In the world, where people make money from sharing whatever they do with their day, what they eat, buy, think, where for some people things or events aren’t real or don’t bring joy if they aren’t shared with others.
I am part of this world. I post sometimes, but then I think to myself – why? Does this benefit me in any way? For a day maybe. True, it brings some joy and excitement for the day. Especially if there are certain people you want to see your stuff. It’s also exciting to see what your friends are up to today. However, everything can get out of control. Not going to talk about those people who lose their minds, self-worth and even lives when it comes to sharing and being liked.
How do you share your stack of pancakes if you’re not using the social media? Do your pancakes lose taste? Or get better if shared?
If you achieved a personal goal, who you tell about it? Text friends? Phone mom? Post on Snapchat? (or is that just for selfies?).
If you feel good today, is joy enjoyment paused until you share it with someone?
I have my reservations when it comes to sharing. I often think three, four times if this is worth, am I sharing too much, what’s the consequences. It’s still interesting and part of life. However, it is important to share with good intentions. Sometimes Facebook throws back a memory from years ago. Some are warm, true, deep memories. Other times it’s out of loneliness, angst, frustration and those moments are thrown back at me.
I have countless photos in my hard drive, which I take to keep the memories of good and sometimes even painful moments. Every one of those moments is there for me to learn, but not all moments need to be shared.
I am afraid of what others will read into things. The other day I finished my 30 day rewirement for happiness. I told about it to everyone, it’s no secret. Once I finished and felt like real graduation – I stuck with it for a full 10 weeks! Religiously!
As I mentioned some time ago, sharing increases pleasure, even if you’re sharing with strangers. So I wrote a message, added a photo, though about it, scrolled up and back debating if it’s appropriate. Posted it. Not to my friends, not publicly on my profile. In a group of people who did this with me. And I think this felt better. Those were the people who knew what it meant to finish those rewirements. And that support was beautiful…

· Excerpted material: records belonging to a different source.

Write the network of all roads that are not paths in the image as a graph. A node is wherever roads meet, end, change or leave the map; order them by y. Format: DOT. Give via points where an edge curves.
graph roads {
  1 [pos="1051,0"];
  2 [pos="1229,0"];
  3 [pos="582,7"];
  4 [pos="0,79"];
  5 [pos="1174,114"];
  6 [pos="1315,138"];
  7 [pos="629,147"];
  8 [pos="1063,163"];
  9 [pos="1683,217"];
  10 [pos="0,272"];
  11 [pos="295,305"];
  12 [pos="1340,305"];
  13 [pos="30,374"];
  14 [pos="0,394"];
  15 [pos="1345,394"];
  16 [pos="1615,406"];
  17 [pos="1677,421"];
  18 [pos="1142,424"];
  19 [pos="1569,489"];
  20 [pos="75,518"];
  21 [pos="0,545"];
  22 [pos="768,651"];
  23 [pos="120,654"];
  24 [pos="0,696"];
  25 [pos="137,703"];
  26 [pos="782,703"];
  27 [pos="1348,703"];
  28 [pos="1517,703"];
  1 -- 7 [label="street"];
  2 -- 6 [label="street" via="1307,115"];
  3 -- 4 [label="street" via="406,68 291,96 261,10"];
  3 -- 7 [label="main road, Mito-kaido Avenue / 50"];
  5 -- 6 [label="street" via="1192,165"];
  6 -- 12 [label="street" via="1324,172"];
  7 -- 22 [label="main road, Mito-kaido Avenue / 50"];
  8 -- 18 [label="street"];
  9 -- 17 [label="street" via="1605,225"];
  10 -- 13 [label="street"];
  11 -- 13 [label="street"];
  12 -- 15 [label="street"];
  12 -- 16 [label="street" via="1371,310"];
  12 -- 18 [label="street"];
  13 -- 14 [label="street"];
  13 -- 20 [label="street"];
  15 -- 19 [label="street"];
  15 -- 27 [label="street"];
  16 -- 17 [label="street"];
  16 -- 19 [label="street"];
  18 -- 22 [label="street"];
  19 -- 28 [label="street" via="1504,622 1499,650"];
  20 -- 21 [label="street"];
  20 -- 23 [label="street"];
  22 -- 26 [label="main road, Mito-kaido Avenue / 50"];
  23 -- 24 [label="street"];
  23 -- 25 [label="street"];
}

Funny, I am starting to believe in people again.
So I am pro mindful sharing. Positive sharing. Sharing, when it uplifts you and others. And not thinking too much about it. But also, skipping a post once in a while and maybe share it with someone who really gets it. Or maybe share it later, and be in the present moment instead.
Although I massively simplified the whole topic.
Sharing also has boundaries. I am constantly thinking, that I can’t share this blog… It has too much information, people will read my half-formed thoughts and find out that I am stupid, can’t speak advanced English, I only know the basic stuff and I am not even that funny, just full of insecurities. Oh, that ego and wanting to be someone you’re not. Maybe, that’s the step I need to take to escape my own limiting bubble.
Honesty is one of my values. But not openness. There have to be boundaries for everything because not everything needs to be discussed and judged (yeah, we’re all people and there will always be a lot of judgement where there are things said). Some things are just my personal concerns, some things are only shared intimately between closest people and that’s what makes them fun. Secrets, whispers, private jokes.
What do you ask a person that has already told you everything?